Lastly, Petitioner's claim concerning his post-conviction sentence equally fails. Petitioner was sentenced to two terms of imprisonment to run consecutively: one term of twenty years to life on his conviction for murder in the second degree, and a second term of concurrent sentences amounting to seventeen years on his convictions for attempted murder in the second degree, assault in the first degree, and criminal possession of a weapon in the second degree.
New York Penal Law § 70.25(2) provides "[w]hen more than one sentence of imprisonment is imposed on a person for two or more offenses committed through a single act or omission, or through an act or omission which in itself constituted one of the offenses and also was a material element of the other, the sentences... must run concurrently." New York Penal Law § 15.00(1) defines an "act" as a "bodily movement, " which includes pulling a trigger to discharge a firearm. People v. McKnight, 16 N.Y.3d 43 (2010). Petitioner was convicted of murdering one victim by use of a firearm and attempted murder and assault of a second victim. The victims were injured after Petitioner discharged his weapon on distinct occasions. Thus, the state court sentence did not violate New York Penal Law § 70.25(2).
Moreover, Petitioner's sentencing claim is not recognizable on habeas review. Petitioner questions the validity of the state court's imposition of consecutive sentences. It is well settled that it is not within the province of a federal habeas court to reexamine state-court determinations on state-law questions. Estelle v. McGuire, 502 U.S. 62, 67 (1991).

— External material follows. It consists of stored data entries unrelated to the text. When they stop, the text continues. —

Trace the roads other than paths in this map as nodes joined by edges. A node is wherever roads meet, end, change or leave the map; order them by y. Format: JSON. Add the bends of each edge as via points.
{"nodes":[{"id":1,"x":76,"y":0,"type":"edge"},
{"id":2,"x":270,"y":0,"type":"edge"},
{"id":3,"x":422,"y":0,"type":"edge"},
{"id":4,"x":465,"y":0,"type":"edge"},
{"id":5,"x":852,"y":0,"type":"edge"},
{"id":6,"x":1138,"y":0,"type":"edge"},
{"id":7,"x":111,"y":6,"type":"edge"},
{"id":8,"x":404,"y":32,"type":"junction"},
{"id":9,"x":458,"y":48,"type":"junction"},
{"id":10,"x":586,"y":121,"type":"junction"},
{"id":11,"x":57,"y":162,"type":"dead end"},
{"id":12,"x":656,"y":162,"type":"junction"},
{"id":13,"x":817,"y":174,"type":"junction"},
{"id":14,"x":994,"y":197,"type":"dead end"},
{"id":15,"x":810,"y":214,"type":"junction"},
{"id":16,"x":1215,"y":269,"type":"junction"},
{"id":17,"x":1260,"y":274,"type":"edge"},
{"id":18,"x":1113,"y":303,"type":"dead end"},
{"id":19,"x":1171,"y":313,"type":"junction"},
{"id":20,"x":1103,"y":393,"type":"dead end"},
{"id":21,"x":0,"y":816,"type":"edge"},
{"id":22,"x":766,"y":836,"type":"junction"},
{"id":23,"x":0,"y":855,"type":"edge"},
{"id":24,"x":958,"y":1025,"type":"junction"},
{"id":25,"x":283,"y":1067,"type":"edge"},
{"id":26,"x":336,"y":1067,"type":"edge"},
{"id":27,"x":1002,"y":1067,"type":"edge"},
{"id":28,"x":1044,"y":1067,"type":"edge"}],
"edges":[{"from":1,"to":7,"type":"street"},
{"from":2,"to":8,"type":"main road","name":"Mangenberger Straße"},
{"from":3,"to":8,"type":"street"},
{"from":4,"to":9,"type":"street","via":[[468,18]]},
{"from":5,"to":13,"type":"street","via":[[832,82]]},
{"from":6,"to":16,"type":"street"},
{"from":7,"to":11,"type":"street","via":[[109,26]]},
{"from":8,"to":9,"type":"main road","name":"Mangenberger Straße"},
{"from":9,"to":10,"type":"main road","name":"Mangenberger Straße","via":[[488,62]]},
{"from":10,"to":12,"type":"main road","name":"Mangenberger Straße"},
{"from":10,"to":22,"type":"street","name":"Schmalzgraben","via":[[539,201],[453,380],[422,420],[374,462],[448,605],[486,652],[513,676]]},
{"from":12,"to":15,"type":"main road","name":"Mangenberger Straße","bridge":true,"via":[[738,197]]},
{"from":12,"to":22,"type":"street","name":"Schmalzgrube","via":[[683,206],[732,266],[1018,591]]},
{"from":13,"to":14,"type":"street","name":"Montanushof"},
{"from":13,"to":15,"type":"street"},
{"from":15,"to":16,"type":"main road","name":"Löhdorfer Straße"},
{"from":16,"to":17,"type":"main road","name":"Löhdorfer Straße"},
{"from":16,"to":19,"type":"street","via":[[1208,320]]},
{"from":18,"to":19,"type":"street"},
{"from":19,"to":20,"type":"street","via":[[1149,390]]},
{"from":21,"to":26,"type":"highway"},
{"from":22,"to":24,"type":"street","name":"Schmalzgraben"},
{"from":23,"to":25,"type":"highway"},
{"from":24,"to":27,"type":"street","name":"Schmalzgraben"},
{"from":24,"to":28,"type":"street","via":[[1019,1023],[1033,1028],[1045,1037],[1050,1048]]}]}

For these reasons, the Court adopts Magistrate Judge Davison's R & R in its entirety. The petition for a writ of habeas corpus is therefore denied. The Clerk of Court is directed to enter judgment accordingly and close this case.

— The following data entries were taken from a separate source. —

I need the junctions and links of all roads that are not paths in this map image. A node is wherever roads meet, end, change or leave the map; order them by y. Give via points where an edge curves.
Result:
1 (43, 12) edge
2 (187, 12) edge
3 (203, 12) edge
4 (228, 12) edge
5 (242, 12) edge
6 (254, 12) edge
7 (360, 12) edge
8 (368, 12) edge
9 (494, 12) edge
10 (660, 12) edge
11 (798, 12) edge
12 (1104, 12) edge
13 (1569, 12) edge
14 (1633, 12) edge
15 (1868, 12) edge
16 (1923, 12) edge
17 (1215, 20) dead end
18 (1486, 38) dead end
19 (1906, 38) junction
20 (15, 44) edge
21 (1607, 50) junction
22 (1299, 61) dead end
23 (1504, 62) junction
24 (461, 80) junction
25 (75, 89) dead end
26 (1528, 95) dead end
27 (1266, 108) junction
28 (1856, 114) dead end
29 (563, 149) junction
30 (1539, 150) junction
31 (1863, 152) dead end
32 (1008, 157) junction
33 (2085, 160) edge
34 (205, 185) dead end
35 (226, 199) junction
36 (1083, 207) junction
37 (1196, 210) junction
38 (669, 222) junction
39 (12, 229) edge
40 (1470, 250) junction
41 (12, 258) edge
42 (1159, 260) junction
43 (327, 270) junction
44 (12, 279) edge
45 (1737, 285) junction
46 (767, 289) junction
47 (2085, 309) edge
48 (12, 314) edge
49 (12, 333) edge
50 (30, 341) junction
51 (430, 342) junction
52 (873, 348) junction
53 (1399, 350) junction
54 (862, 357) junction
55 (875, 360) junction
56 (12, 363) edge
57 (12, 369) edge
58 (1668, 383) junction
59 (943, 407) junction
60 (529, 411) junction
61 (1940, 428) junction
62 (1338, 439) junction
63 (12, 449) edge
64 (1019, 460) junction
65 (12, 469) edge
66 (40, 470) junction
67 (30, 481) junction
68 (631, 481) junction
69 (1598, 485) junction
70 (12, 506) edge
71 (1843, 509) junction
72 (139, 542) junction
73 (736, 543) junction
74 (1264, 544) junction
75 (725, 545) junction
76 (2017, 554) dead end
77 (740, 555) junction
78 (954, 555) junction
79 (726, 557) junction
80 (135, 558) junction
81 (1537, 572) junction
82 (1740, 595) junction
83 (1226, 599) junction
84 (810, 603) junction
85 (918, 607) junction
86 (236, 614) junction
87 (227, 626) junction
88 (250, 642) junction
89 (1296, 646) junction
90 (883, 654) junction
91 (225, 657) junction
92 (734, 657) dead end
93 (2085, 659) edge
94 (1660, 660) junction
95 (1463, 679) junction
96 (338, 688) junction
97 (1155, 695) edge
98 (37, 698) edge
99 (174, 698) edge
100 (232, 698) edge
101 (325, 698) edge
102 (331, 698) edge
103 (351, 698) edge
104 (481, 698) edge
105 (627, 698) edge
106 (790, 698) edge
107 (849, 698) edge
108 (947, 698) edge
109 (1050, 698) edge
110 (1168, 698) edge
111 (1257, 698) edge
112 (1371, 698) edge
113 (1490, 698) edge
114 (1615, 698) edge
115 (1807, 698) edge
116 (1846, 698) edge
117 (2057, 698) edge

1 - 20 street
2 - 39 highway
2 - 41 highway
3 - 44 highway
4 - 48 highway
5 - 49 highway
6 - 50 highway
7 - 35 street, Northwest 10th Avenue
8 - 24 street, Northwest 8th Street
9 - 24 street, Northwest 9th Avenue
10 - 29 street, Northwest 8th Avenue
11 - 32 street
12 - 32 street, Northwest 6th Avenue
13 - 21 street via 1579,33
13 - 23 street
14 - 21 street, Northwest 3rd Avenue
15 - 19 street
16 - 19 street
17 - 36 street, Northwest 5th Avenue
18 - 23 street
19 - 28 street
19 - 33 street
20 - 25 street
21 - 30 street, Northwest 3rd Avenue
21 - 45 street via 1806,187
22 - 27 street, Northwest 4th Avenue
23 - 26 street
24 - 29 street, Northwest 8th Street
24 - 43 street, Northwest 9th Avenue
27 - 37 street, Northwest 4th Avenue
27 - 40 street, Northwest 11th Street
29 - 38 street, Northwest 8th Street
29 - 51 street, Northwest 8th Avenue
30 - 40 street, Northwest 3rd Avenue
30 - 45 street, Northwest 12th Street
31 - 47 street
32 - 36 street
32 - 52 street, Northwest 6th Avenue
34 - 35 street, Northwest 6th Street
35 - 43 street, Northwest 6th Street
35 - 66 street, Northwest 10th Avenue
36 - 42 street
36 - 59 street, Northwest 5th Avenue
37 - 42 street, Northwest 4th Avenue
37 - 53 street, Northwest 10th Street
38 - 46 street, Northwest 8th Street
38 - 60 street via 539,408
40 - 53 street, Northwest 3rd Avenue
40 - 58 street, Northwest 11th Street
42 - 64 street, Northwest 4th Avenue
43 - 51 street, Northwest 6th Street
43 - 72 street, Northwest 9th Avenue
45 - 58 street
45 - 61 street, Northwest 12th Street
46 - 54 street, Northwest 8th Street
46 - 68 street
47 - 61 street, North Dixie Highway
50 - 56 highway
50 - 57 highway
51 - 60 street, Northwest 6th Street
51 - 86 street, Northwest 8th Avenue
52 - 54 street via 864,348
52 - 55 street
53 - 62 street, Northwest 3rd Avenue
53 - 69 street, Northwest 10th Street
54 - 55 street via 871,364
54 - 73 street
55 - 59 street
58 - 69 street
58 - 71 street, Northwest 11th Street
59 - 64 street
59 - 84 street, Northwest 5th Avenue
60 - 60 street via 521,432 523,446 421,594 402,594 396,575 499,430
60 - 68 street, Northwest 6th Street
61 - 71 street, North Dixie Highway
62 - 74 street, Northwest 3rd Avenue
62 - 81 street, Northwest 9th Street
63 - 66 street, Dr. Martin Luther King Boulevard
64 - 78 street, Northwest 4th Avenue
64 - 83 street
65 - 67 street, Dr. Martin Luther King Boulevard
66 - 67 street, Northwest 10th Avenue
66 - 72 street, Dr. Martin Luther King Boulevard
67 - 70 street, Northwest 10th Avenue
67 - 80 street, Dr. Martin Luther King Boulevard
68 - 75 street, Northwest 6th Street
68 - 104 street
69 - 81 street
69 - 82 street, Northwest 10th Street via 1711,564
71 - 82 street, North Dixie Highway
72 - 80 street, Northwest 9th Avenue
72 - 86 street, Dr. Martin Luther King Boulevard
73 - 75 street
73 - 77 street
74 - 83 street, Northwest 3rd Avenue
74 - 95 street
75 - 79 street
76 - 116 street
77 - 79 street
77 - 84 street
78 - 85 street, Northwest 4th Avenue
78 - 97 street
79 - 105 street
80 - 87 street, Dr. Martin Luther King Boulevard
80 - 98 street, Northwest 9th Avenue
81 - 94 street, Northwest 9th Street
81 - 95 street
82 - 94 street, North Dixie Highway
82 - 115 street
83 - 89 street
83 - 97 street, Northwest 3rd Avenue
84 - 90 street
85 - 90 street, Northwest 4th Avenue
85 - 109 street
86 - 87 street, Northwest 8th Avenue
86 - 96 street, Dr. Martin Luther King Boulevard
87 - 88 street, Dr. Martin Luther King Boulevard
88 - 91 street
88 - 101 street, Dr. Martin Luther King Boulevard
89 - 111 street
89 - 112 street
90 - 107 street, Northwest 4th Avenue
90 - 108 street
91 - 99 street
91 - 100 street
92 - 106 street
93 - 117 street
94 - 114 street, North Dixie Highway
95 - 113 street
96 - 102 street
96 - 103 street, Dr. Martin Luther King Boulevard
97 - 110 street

As Petitioner has not made a substantial showing of the denial of a constitutional right, a certificate of appealability will not issue. See 28 U.S.C. § 2253(c)(2); Love v. McCray, 413 F.3d 192, 195 (2d Cir. 2005); Lozada v. United States, 107 F.3d 1011, 1017 (2d Cir. 1997), abrogated on other grounds by United States v. Perez, 129 F.3d 225, 259-60 (2d Cir. 1997). The Court certifies pursuant to 18 U.S.C. § 1915(a)(3) that any appeal from this order would not be taken in good faith, and therefore in forma pauperis status is denied for the purposes of an appeal. See Coppedge v. United States, 369 U.S. 438, 444-45 (1962).